Cuma itu yang kukatakan, kupikir ibu akan sedikit tertawa. Tapi yang kudapat, malah tangisan ibu yang semakin menderu. Ayah bahkan hampir ikut menangis.

Hingga akhirnya aku tau semuanya.

Alasan mengapa ibu dan ayah menangis, mengapa infuse merambati tanganku, mengapa aku harus diberikan alat bantu pernafasan, dan fakta bahwa mimisan dapat berarti banyak hal.

"Leukemia Myeloid Akut... leukemia yang menyerang sel myeloid yang berasal dari sumsum tulang..."

Dan akhirnya, terumumkanlah jadwal kematianku.

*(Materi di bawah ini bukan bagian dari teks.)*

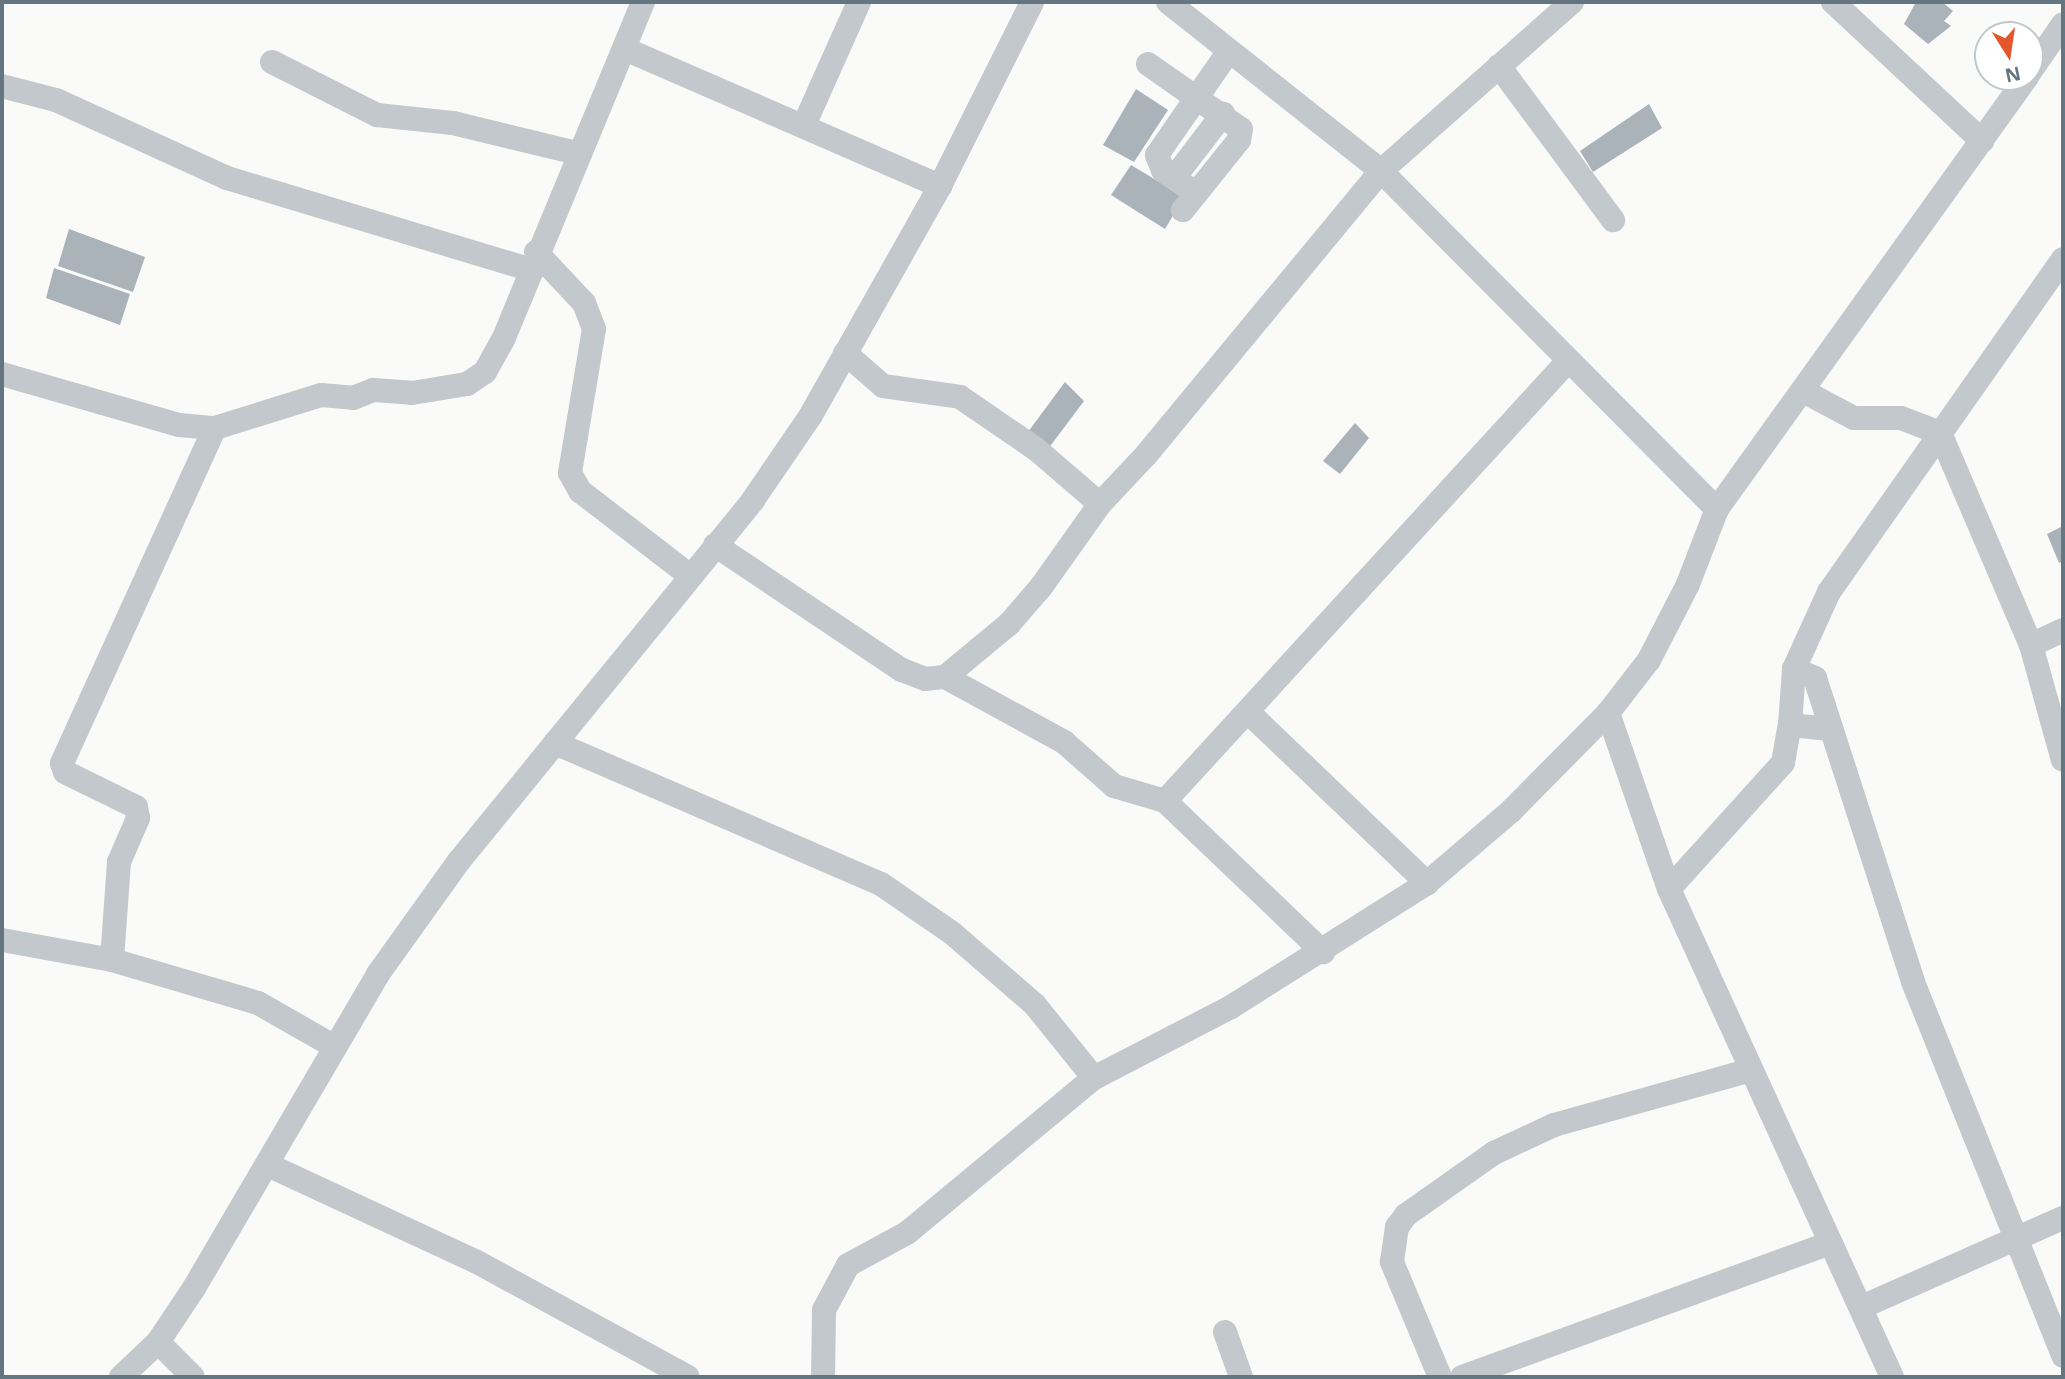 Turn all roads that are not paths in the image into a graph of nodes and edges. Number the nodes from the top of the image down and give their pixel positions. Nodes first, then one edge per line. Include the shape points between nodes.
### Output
1 (643, 2) edge
2 (859, 2) edge
3 (1032, 2) edge
4 (1168, 2) edge
5 (1572, 2) edge
6 (1833, 2) edge
7 (2063, 24) edge
8 (625, 49) junction
9 (1229, 51) junction
10 (2044, 52) edge
11 (272, 62) dead end
12 (1148, 64) dead end
13 (1499, 66) junction
14 (2, 86) edge
15 (2016, 91) edge
16 (1197, 96) junction
17 (804, 125) junction
18 (1982, 141) junction
19 (577, 153) junction
20 (1381, 170) junction
21 (940, 186) junction
22 (1613, 220) dead end
23 (2063, 259) edge
24 (534, 261) junction
25 (845, 353) junction
26 (1567, 362) junction
27 (2, 374) edge
28 (1805, 392) junction
29 (215, 428) junction
30 (1941, 433) junction
31 (1100, 504) junction
32 (1717, 509) junction
33 (715, 545) junction
34 (689, 575) junction
35 (2063, 630) edge
36 (2031, 645) junction
37 (1794, 669) junction
38 (945, 677) junction
39 (1248, 712) junction
40 (1608, 713) junction
41 (1790, 725) junction
42 (1830, 729) junction
43 (555, 743) junction
44 (2061, 747) edge
45 (1165, 801) junction
46 (1427, 883) junction
47 (1669, 889) junction
48 (2, 940) edge
49 (1323, 952) junction
50 (112, 960) junction
51 (335, 1047) junction
52 (1751, 1070) junction
53 (1094, 1078) junction
54 (268, 1165) junction
55 (2063, 1218) edge
56 (2016, 1238) junction
57 (1830, 1243) junction
58 (1864, 1306) junction
59 (1225, 1332) dead end
60 (158, 1342) junction
61 (2063, 1356) edge
62 (121, 1377) edge
63 (194, 1377) edge
64 (688, 1377) edge
65 (823, 1377) edge
66 (1241, 1377) edge
67 (1440, 1377) edge
68 (1462, 1377) edge
69 (1892, 1377) edge

1 - 8 street
2 - 17 street
3 - 21 street
4 - 9 street
5 - 13 street
6 - 18 street
7 - 10 street
8 - 17 street
8 - 19 street
9 - 16 street
9 - 20 street
11 - 19 street via 377,116 453,123
12 - 16 street
13 - 20 street
13 - 22 street
14 - 24 street via 56,100 227,178
15 - 18 street
16 - 16 street via 1157,155 1160,166 1184,193 1223,114
17 - 21 street
18 - 28 street
19 - 24 street
20 - 26 street
20 - 31 street via 1146,455
21 - 25 street
23 - 30 street
24 - 29 street via 485,372 467,384 412,393 373,390 353,398 321,395
24 - 34 street via 584,303 594,329 570,473 580,492
25 - 31 street via 883,386 960,397 1036,449
25 - 33 street via 768,479
26 - 32 street
26 - 39 street
27 - 29 street via 178,425
28 - 30 street via 1854,418 1901,418
28 - 32 street
29 - 50 street via 62,763 65,772 136,807 138,818 119,862
30 - 36 street
30 - 37 street via 1829,592
31 - 38 street via 1065,557 1009,624
32 - 40 street via 1688,584 1649,660
33 - 34 street
33 - 38 street via 902,670 925,679
34 - 43 street
35 - 36 street
36 - 44 street
37 - 41 street
37 - 42 street via 1815,678
38 - 45 street via 1064,742 1114,786
39 - 45 street
39 - 46 street
40 - 46 street via 1511,811
40 - 47 street
41 - 42 street
41 - 47 street via 1783,763
42 - 56 street via 1913,982
43 - 51 street via 459,861
43 - 53 street via 881,884 953,933 1034,1005
45 - 49 street
46 - 49 street
47 - 52 street
48 - 50 street
49 - 53 street via 1231,1007
50 - 51 street via 258,1003
51 - 54 street
52 - 57 street
52 - 67 street via 1554,1125 1494,1153 1406,1215 1397,1227 1392,1262
53 - 65 street via 906,1233 848,1265 824,1311
54 - 60 street
54 - 64 street via 477,1262
55 - 56 street
56 - 58 street
56 - 61 street
57 - 58 street
57 - 68 street
58 - 69 street
59 - 66 street
60 - 62 street
60 - 63 street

Aku divonis tidak bisa hidup lebih lama lagi, apabila operasi tidak berarti banyak.

Berita selamat dan kemenanyan Dion yang tadinya menggembirakan, berubah menjadi menyakitkan.

Kenapa?

Karena itu artinya, Dion berhasil mewujudkan janjinya. Dan akhirnya, giliranku untuk membuktikan perkataanku dulu...

Menjadi istri bagi Dion.

Seharusnya aku senang, seharusnya senyum tersungging di bibirku sekarang. Seharusnya hatiku menggebu-gebu.

Tapi, yang kurasakan malah, keperihan yang melanda hatiku.

Apabila, aku harus tetap menjadi istri Dion, kemudian aku meninggal kalah melawan penyakit sialan ini, aku tidak bisa melihat wajah sedihnya.

Aku tidak bisa.

Aku tidak bisa lagi melihatnya mengeluarkan air mata.

Aku tidak ingin membuatnya patah hati.

*

*

Dan akhirnya, aku memutuskan melupakan janji itu.

Melupakan semua tentangnya.

Melupakan kenangan manis yang kulewati bersamanya.

Dan aku pun menutup hatiku rapat-rapat.